Task statement
Go through the entries below and retype them exactly, omitting each picture.

[Items from a dataset]
○ ○ ○
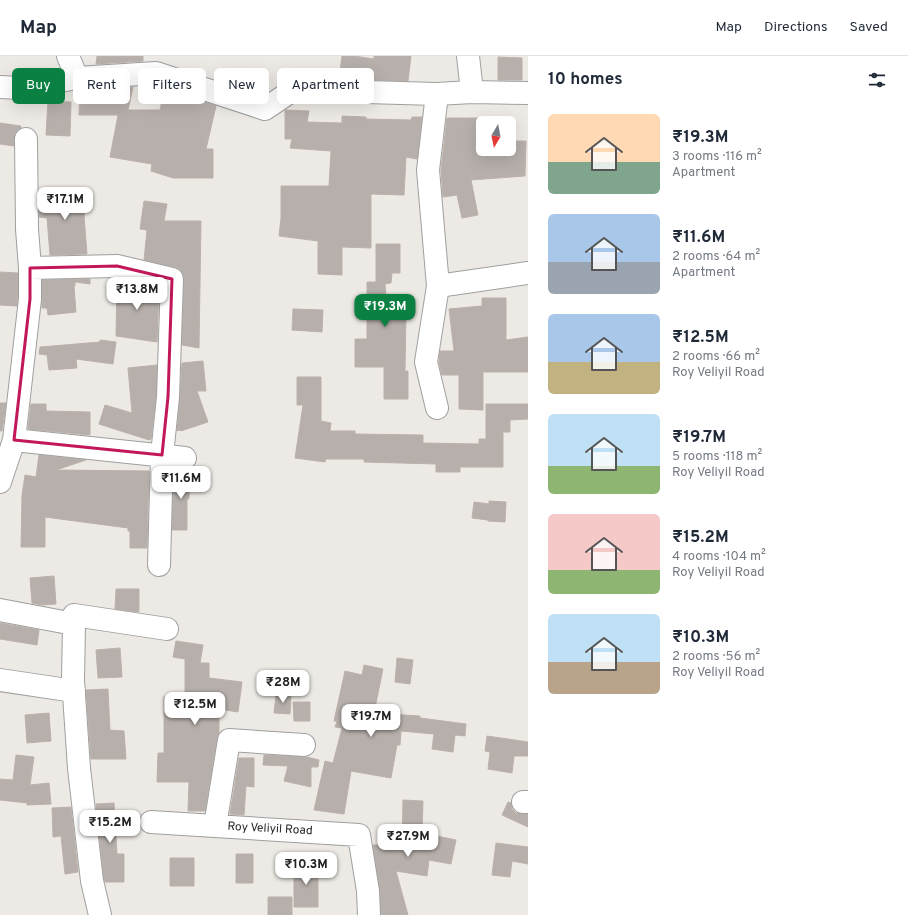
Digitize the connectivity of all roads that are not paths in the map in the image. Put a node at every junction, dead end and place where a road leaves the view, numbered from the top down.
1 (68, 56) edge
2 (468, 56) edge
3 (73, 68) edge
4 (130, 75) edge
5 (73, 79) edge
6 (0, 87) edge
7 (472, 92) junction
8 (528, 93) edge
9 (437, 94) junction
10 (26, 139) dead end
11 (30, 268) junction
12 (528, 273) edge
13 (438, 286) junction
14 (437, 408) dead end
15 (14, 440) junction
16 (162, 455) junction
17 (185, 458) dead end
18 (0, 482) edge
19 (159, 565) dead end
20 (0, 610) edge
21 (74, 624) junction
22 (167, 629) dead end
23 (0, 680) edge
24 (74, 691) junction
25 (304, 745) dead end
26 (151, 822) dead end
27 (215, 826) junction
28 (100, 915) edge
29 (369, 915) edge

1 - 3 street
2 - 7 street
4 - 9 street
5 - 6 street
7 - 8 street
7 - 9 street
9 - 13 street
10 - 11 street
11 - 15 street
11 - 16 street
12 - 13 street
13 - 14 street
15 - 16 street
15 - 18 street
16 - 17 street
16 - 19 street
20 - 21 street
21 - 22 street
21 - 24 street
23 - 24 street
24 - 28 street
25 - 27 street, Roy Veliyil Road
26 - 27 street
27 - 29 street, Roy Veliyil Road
○ ○ ○
Response to this task
Digitize the connectivity of all roads that are not paths in the map in the image. Put a node at every junction, dead end and place where a road leaves the view, numbered from the top down.
1 (68, 56) edge
2 (468, 56) edge
3 (73, 68) edge
4 (130, 75) edge
5 (73, 79) edge
6 (0, 87) edge
7 (472, 92) junction
8 (528, 93) edge
9 (437, 94) junction
10 (26, 139) dead end
11 (30, 268) junction
12 (528, 273) edge
13 (438, 286) junction
14 (437, 408) dead end
15 (14, 440) junction
16 (162, 455) junction
17 (185, 458) dead end
18 (0, 482) edge
19 (159, 565) dead end
20 (0, 610) edge
21 (74, 624) junction
22 (167, 629) dead end
23 (0, 680) edge
24 (74, 691) junction
25 (304, 745) dead end
26 (151, 822) dead end
27 (215, 826) junction
28 (100, 915) edge
29 (369, 915) edge

1 - 3 street
2 - 7 street
4 - 9 street
5 - 6 street
7 - 8 street
7 - 9 street
9 - 13 street
10 - 11 street
11 - 15 street
11 - 16 street
12 - 13 street
13 - 14 street
15 - 16 street
15 - 18 street
16 - 17 street
16 - 19 street
20 - 21 street
21 - 22 street
21 - 24 street
23 - 24 street
24 - 28 street
25 - 27 street, Roy Veliyil Road
26 - 27 street
27 - 29 street, Roy Veliyil Road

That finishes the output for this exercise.